The important thing here is that your rules match your expected keyboard and that the resulting typing model be roughly consistent and representative of realistic typing preferences. It’s not easy to come up with good rules. My advice would be to write a program that lets you easily tweak the rules and generate the resulting distance matrix. That way, you can experiment much more easily, as it’s unlikely you’ll be happy with your model the first few tries. The nice thing about this approach is that you can use it for very non-standard purposes. The most recent Redditor to ask about this was attempting to design a layout that could be used with one finger. That’s a perfect opportunity to use something like this, because you can easily play with suitable models of what it would be like to type on a hypothetical keyboard, and optimize your key assignments accordingly.

Finally, there’s one other really important thing you’d want to do, and it’s a real bummer as it takes us out of the nice pure world of mathematics where the basic abstract QAP formulation is all we need. This last issue is that while your computer will be capable of finding “good” layouts as measured by that overall distance times flow metric, real humans have several other constraints for which violations will make them cranky. People won’t like it if the ‘(‘ character is where the comma key normally goes and the ‘)’ is a shifted ‘2’. Look at your keyboard: you have several issues like this. The square brackets, parenthesis, and curly braces should have a coherent organization (next to their matching symbol, same level of shiftedness, etc.).

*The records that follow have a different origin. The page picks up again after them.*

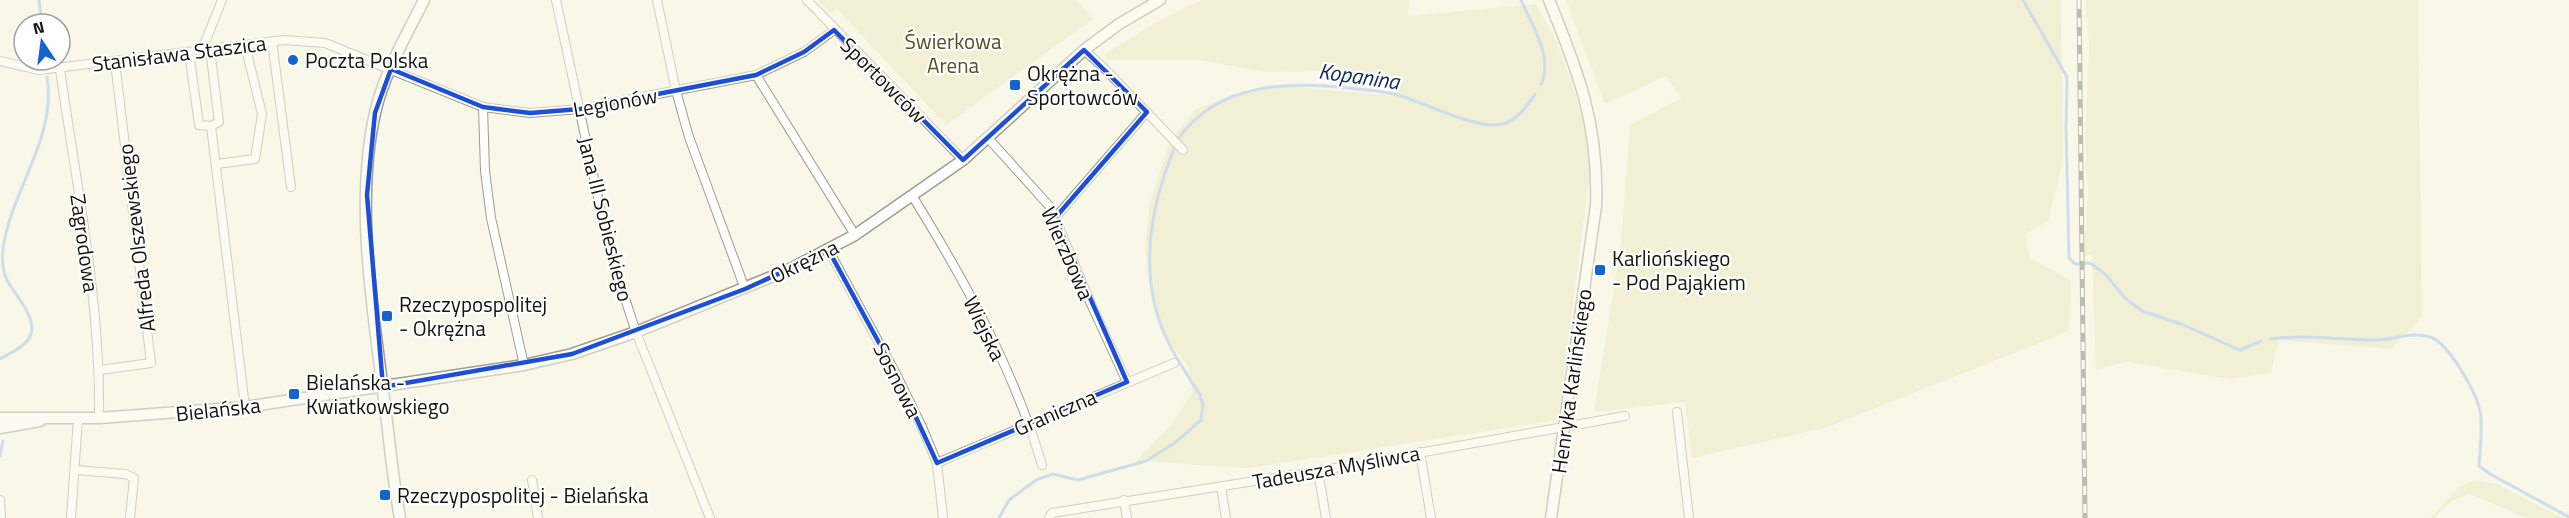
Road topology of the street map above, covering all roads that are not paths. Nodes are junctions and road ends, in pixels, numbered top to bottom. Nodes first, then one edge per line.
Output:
1 (222, 0) edge
2 (424, 0) edge
3 (556, 0) edge
4 (657, 0) edge
5 (807, 0) edge
6 (1160, 0) edge
7 (1549, 0) edge
8 (1144, 3) edge
9 (834, 30) junction
10 (272, 42) junction
11 (245, 45) junction
12 (206, 50) junction
13 (1084, 50) junction
14 (189, 52) junction
15 (115, 62) junction
16 (72, 67) edge
17 (391, 69) junction
18 (60, 72) edge
19 (756, 75) junction
20 (676, 91) junction
21 (483, 107) junction
22 (580, 110) junction
23 (1147, 112) junction
24 (211, 126) junction
25 (988, 138) junction
26 (1183, 150) dead end
27 (963, 160) junction
28 (217, 164) junction
29 (291, 187) dead end
30 (913, 197) junction
31 (1055, 218) junction
32 (855, 236) junction
33 (829, 250) junction
34 (745, 289) junction
35 (636, 332) junction
36 (1174, 363) dead end
37 (524, 365) junction
38 (100, 370) junction
39 (1127, 382) junction
40 (383, 387) junction
41 (245, 407) junction
42 (1677, 412) dead end
43 (1625, 416) dead end
44 (0, 418) edge
45 (78, 418) junction
46 (99, 418) junction
47 (52, 419) junction
48 (1030, 423) junction
49 (0, 428) edge
50 (1564, 429) junction
51 (1420, 452) junction
52 (937, 463) junction
53 (1042, 465) dead end
54 (75, 470) junction
55 (1318, 471) junction
56 (531, 480) dead end
57 (1221, 486) junction
58 (0, 500) edge
59 (1124, 500) junction
60 (1, 518) edge
61 (71, 518) edge
62 (130, 518) edge
63 (400, 518) edge
64 (538, 518) edge
65 (710, 518) edge
66 (943, 518) edge
67 (1049, 518) edge
68 (1126, 518) edge
69 (1226, 518) edge
70 (1326, 518) edge
71 (1431, 518) edge
72 (1551, 518) edge
73 (1689, 518) edge

1 - 12 street
2 - 17 street
3 - 22 street, Jana III Sobieskiego
4 - 20 street
5 - 9 street, Sportowców
6 - 8 street, Okrężna
7 - 50 street, Henryka Karlińskiego
8 - 13 street, Okrężna
9 - 19 street, Legionów
9 - 27 street, Sportowców
10 - 11 street, Stanisława Staszica
10 - 17 street, Stanisława Staszica
10 - 29 street
11 - 12 street, Stanisława Staszica
11 - 28 street
12 - 14 street, Stanisława Staszica
12 - 24 street
13 - 23 street
13 - 25 street, Okrężna
14 - 15 street, Stanisława Staszica
14 - 24 street
15 - 16 street, Stanisława Staszica
15 - 38 street, Alfreda Olszewskiego
17 - 21 street, Legionów
17 - 40 street
18 - 38 street, Zagrodowa
19 - 20 street, Legionów
19 - 32 street
20 - 22 street, Legionów
20 - 34 street
21 - 22 street, Legionów
21 - 37 street
22 - 35 street, Jana III Sobieskiego
23 - 26 street
23 - 31 street
24 - 28 street
25 - 27 street, Okrężna
25 - 31 street, Wierzbowa
27 - 30 street, Okrężna
28 - 41 street
30 - 32 street, Okrężna
30 - 48 street, Wiejska
31 - 39 street, Wierzbowa
32 - 33 street, Okrężna
33 - 34 street, Okrężna
33 - 52 street, Sosnowa
34 - 35 street, Okrężna
35 - 37 street, Okrężna
35 - 65 street, Jana III Sobieskiego
36 - 39 street, Graniczna
37 - 40 street, Okrężna
38 - 46 street, Zagrodowa
39 - 48 street, Graniczna
40 - 41 street, Bielańska
40 - 63 street
41 - 46 street, Bielańska
42 - 73 street
43 - 50 street, Tadeusza Myśliwca
44 - 47 street, Bielańska
45 - 46 street, Bielańska
45 - 47 street, Bielańska
45 - 54 street
47 - 49 street, Bielańska
48 - 52 street, Graniczna
48 - 53 street, Wiejska
50 - 51 street, Tadeusza Myśliwca
50 - 72 street, Henryka Karlińskiego
51 - 55 street, Tadeusza Myśliwca
51 - 71 street
52 - 66 street, Sosnowa
54 - 61 street
54 - 62 street
55 - 57 street, Tadeusza Myśliwca
55 - 70 street
56 - 64 street
57 - 59 street, Tadeusza Myśliwca
57 - 69 street
58 - 60 street
59 - 67 street, Tadeusza Myśliwca
59 - 68 street

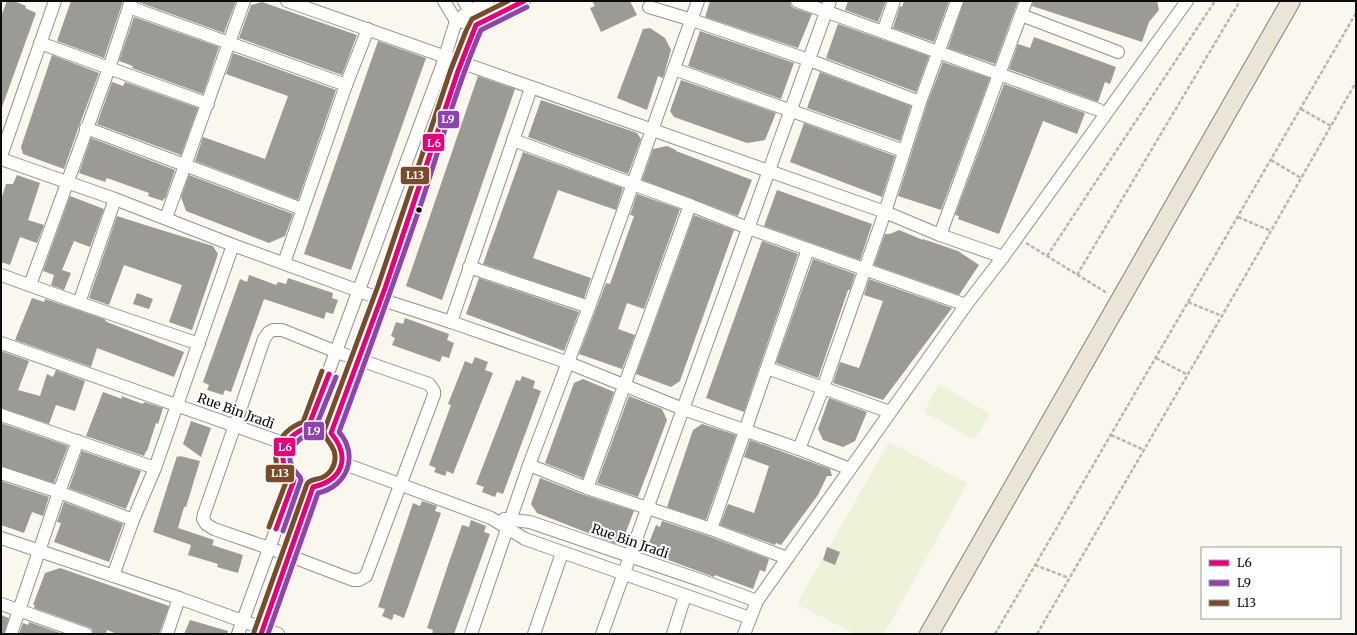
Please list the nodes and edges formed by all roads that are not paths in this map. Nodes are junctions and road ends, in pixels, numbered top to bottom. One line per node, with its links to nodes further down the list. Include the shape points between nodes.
1 (55, 1): 25 (street)
2 (244, 1): 24 (street)
3 (287, 1): 22 (street)
4 (444, 1): 20 (street)
5 (488, 1): 15 (street)
6 (524, 1): 21 (street)
7 (698, 1): 19 (street)
8 (797, 1): 16 (street)
9 (894, 1): 23 (street)
10 (957, 1): 26 (street)
11 (1026, 1): 18 (street)
12 (1290, 1): 130 (main road)
13 (1182, 2): 58 (street)
14 (130, 4): 24 (street); 31 (street)
15 (467, 6): 20 (street); 21 (street)
16 (828, 6): 23 (street); 29 (street)
17 (649, 7): 19 (street)
18 (1021, 15): 27 (street); 33 (street)
19 (692, 20): 29 (street); 32 (street)
20 (456, 21): 21 (street); 28 (street)
21 (476, 25): 30 (street)
22 (368, 29): 28 (street); 34 (street)
23 (883, 32): 26 (street)
24 (230, 42): 34 (street); 37 (street)
25 (40, 43): 31 (street); 44 (street)
26 (939, 52): 33 (street); 36 (street)
27 (1118, 52)
28 (445, 57): 30 (street); 64 (street)
29 (809, 60): 36 (street); 39 (street)
30 (461, 63): 35 (street); 65 (street)
31 (109, 68): 37 (street); 40 (street)
32 (674, 69): 39 (street); 41 (street)
33 (999, 75): 38 (street); 55 (street)
34 (346, 85): 51 (street)
35 (531, 88): 41 (street); 42 (street)
36 (920, 102): 43 (street)
37 (208, 104): 45 (street)
38 (1099, 110)
39 (790, 111): 43 (street); 46 (street)
40 (86, 128): 45 (street); 47 (street)
41 (652, 131): 46 (street); 48 (street)
42 (513, 140): 48 (street); 60 (street)
43 (904, 151): 52 (street)
44 (1, 158): 47 (street)
45 (186, 165): 51 (street); 53 (street)
46 (769, 171): 52 (street); 54 (street)
47 (67, 182): 49 (street); 63 (street)
48 (633, 184): 50 (street); 68 (street)
49 (115, 199): 53 (street); 66 (street)
50 (690, 205): 54 (street); 76 (street)
51 (302, 209): 59 (street)
52 (885, 212): 55 (street); 61 (street)
53 (166, 218): 56 (street)
54 (748, 228): 57 (street); 79 (street)
55 (940, 235): 58 (street)
56 (233, 245): 59 (street); 71 (street)
57 (808, 249): 61 (street); 75 (street)
58 (1003, 257): 67 (street)
59 (284, 263): 64 (street)
60 (469, 267): 68 (street); 69 (street)
61 (865, 269): 67 (street); 77 (street)
62 (1, 275): 63 (street)
63 (30, 285): 66 (street)
64 (359, 291): 65 (street); 72 (street)
65 (381, 299): 69 (street); 73 (street)
66 (79, 303): 71 (street)
67 (966, 305): 80 (street)
68 (589, 307): 74 (street)
69 (451, 322): 74 (street)
70 (1, 343): 78 (street, Rue Bin Jradi)
71 (199, 344): 78 (street)
72 (337, 352): 73 (street); 82 (street, via 282,330 269,332 264,339); 83 (street)
73 (359, 360): 85 (street); 95 (street, via 429,384 434,391)
74 (569, 363): 76 (street); 90 (street)
75 (766, 368): 77 (street); 84 (street)
76 (625, 385): 79 (street); 97 (street)
77 (823, 388): 80 (street); 88 (street)
78 (177, 405): 82 (street, Rue Bin Jradi); 91 (street)
79 (683, 409): 84 (street); 99 (street)
80 (890, 412): 92 (street)
81 (1, 415): 86 (street)
82 (235, 425): 87 (street, Rue Bin Jradi); 104 (street, via 203,520 214,529)
83 (308, 427): 85 (street, via 322,428); 87 (street, via 296,432)
84 (745, 430): 88 (street); 102 (street)
85 (331, 433): 89 (street, via 341,445)
86 (78, 441): 91 (street); 98 (street)
87 (286, 444): 94 (street, via 283,463)
88 (799, 449): 92 (street)
89 (342, 463): 95 (street, Rue Bin Jradi); 96 (street, via 338,473 330,481)
90 (529, 465): 97 (street); 101 (street)
91 (155, 468): 100 (street)
92 (850, 469): 109 (street)
93 (1, 473): 98 (street)
94 (294, 480): 96 (street); 104 (street)
95 (400, 483): 101 (street, Rue Bin Jradi); 107 (street, via 366,576 363,578 353,580)
96 (313, 487): 107 (street)
97 (587, 488): 99 (street)
98 (59, 492): 100 (street); 105 (street)
99 (647, 508): 102 (street); 108 (street)
100 (133, 520): 111 (street)
101 (509, 524): 106 (street, Rue Bin Jradi, via 525,539); 108 (street, Rue Bin Jradi, via 530,522); 125 (street)
102 (711, 529): 109 (street)
103 (1, 538): 105 (street)
104 (270, 548): 107 (street); 118 (street)
105 (40, 551): 111 (street); 116 (street)
106 (562, 553): 110 (street, Rue Bin Jradi); 126 (street)
107 (288, 555): 119 (street)
108 (630, 556): 110 (street); 114 (street, Rue Bin Jradi)
109 (787, 558): 114 (street)
110 (623, 573): 112 (street, Rue Bin Jradi); 127 (street)
111 (113, 576): 113 (street)
112 (685, 596): 117 (street, Rue Bin Jradi); 128 (street)
113 (179, 598): 118 (street); 122 (street)
114 (757, 601): 117 (street)
115 (1, 604): 116 (street)
116 (19, 611): 120 (street); 121 (street)
117 (750, 618): 129 (street)
118 (243, 621): 119 (street); 123 (street)
119 (262, 631): 124 (street)
120 (11, 634)
121 (86, 634)
122 (167, 634)
123 (238, 634)
124 (278, 634)
125 (471, 634)
126 (534, 634)
127 (602, 634)
128 (673, 634)
129 (744, 634)
130 (929, 634)

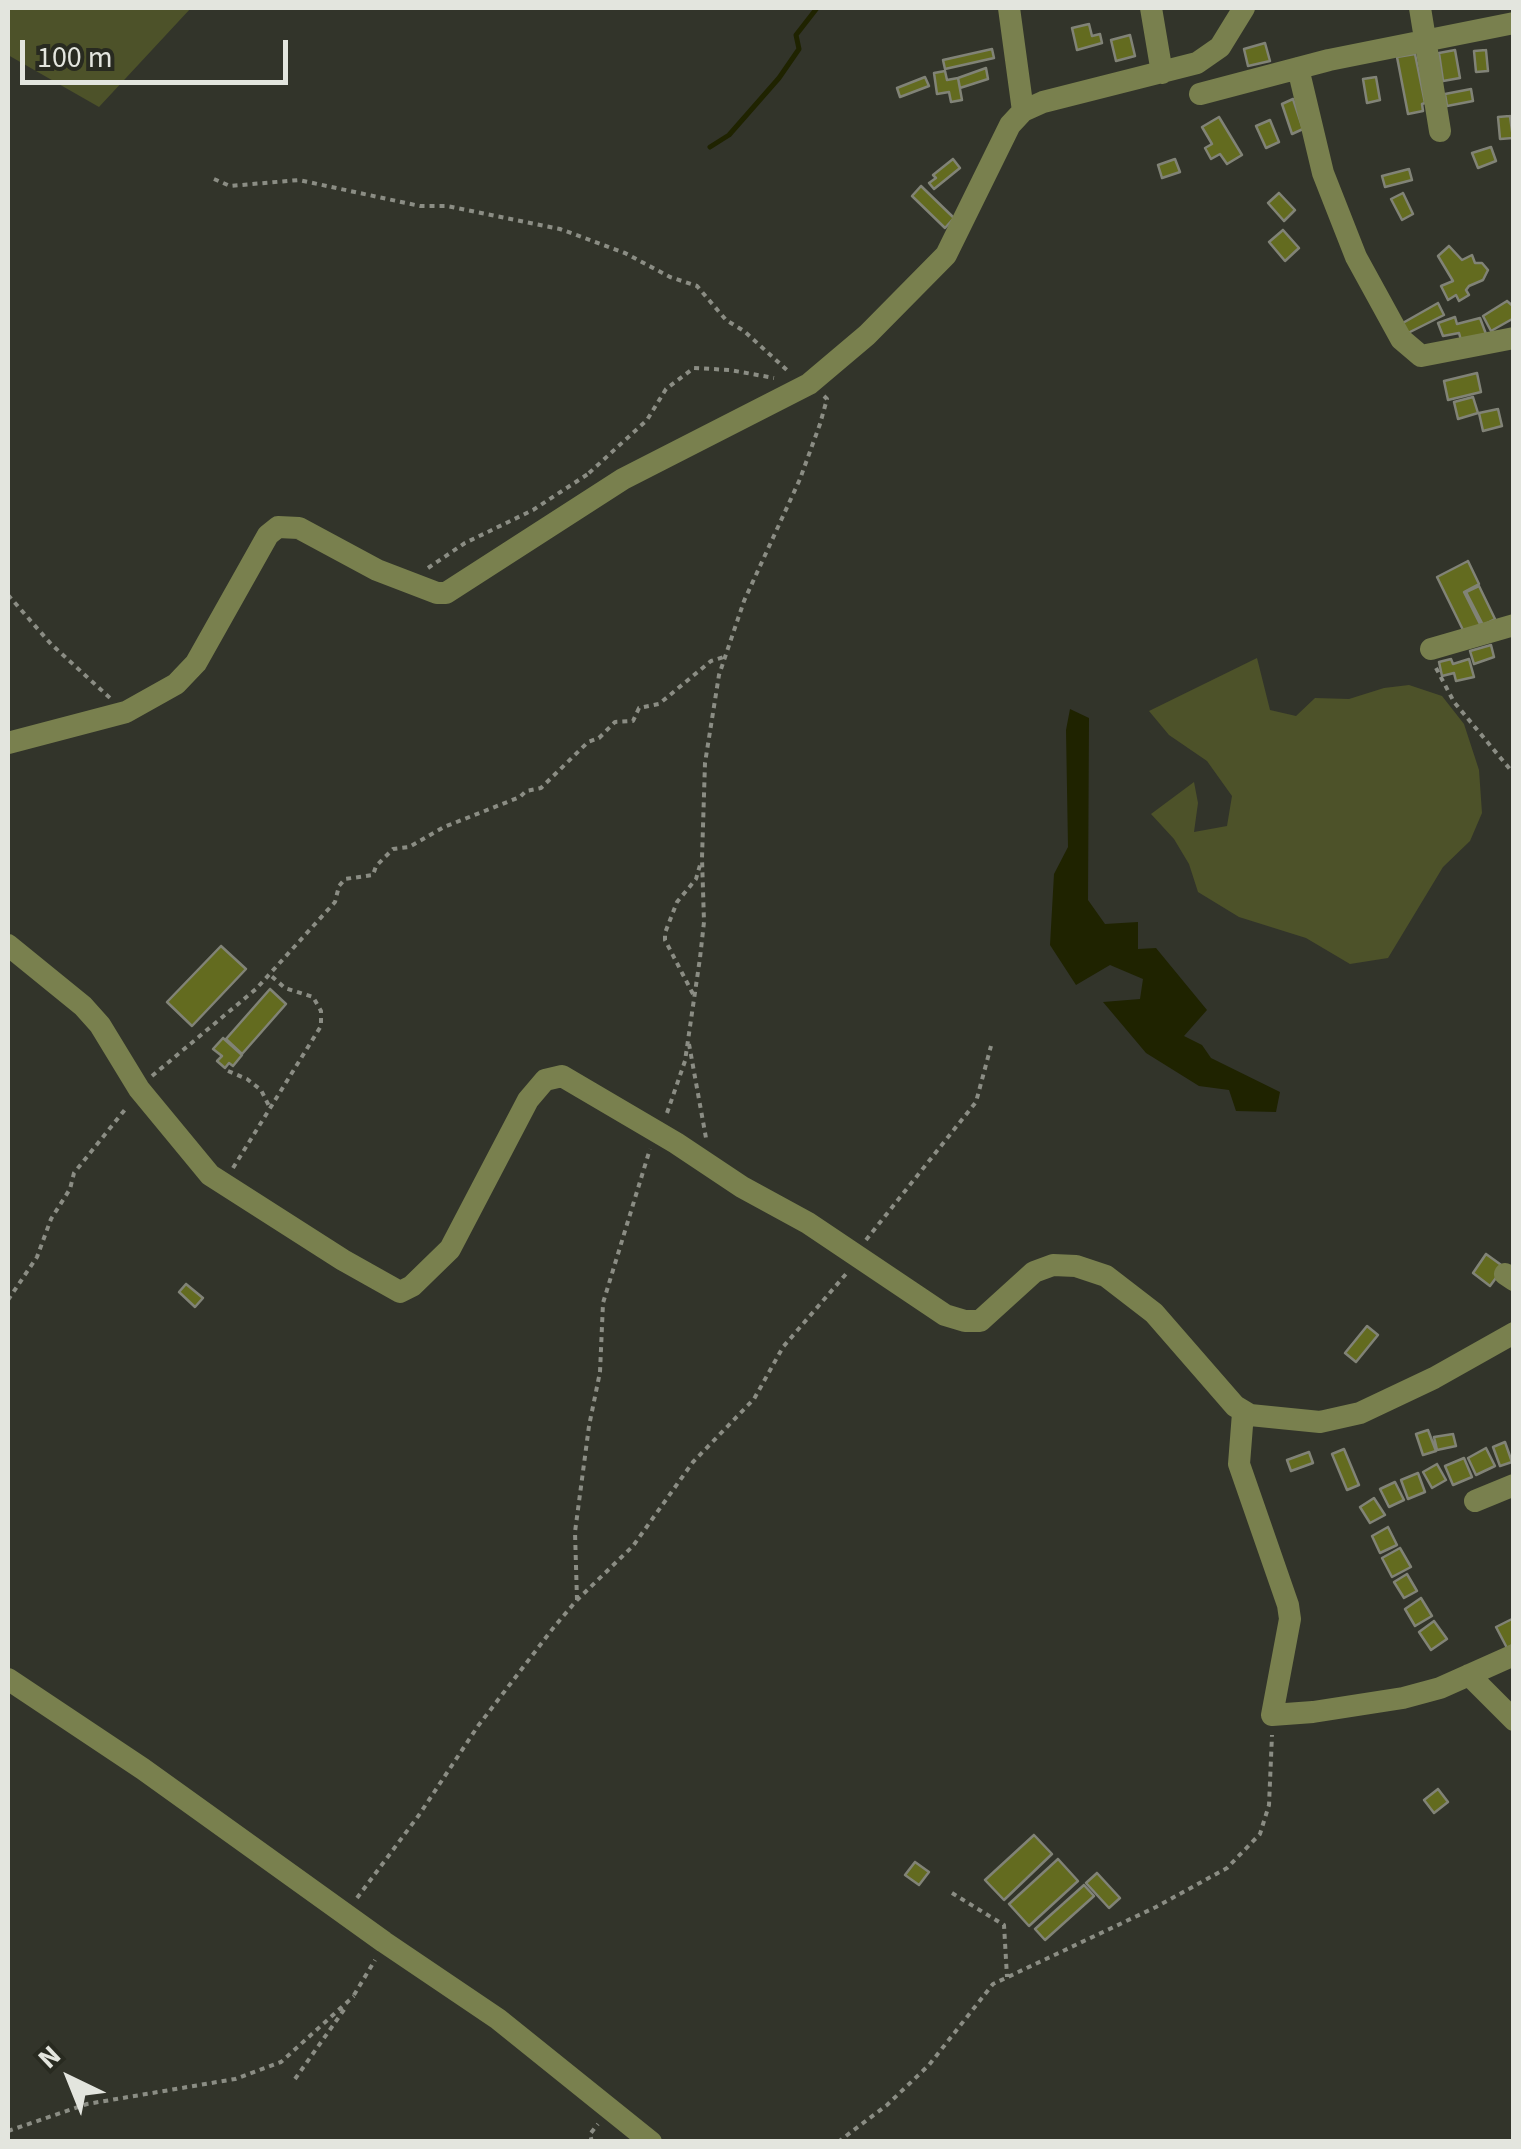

In the vernacular of optimization problems, these are called constraints, and constrained optimization is a whole category of study by itself. If you’re doing heuristic search like GAs or tabu search, you have two choices really. You can penalize the fitness of solutions that violate these constraints and hope that the algorithm will find a way to find better objective function values by satisfying them, or you can directly attempt to detect and fix violations. You can also treat the degree of violation as an extra objective to be minimized and do multiobjective optimization. My particular preference is usually to repair violations if I can and penalize when I can’t.

I’ve posted some C++ source code for generating the distance and flow matrices. Note a couple of things. My keyboard model is pretty basic. And by “basic”, I mean “shitty”. Nonetheless, it might give you a base to start from. Also, I did this a few years ago as a graduate student as part of my department’s sort of Ig Nobel Research Day where we all did something goofy with our serious research. As my research was mostly on multiobjective optimization, I generated two sets of flow matrices: one based on a corpus of my dissertation’s LaTeX source code, and the other based on a fairly large C++ code base I used for me research at the time. With multiobjective optimization, you get a set of solutions when your done that represent different trade-offs between the objectives. So I had one keyboard that was really good for typing my dissertation, one keyboard that was really good for typing my C++ code, and a bunch of keyboards in between. However, I punted completely on the constraints mentioned above, so my keyboards were all very screwy.

So anyway, that’s a pretty decent overview of how you can build your own customized keyboard layout using a bit of ingenuity to build a good keyboard model and some standard algorithms to attack the resulting optimization problem. If you try this yourself and come up with something interesting, drop me a line. I’d love to see what you came up with.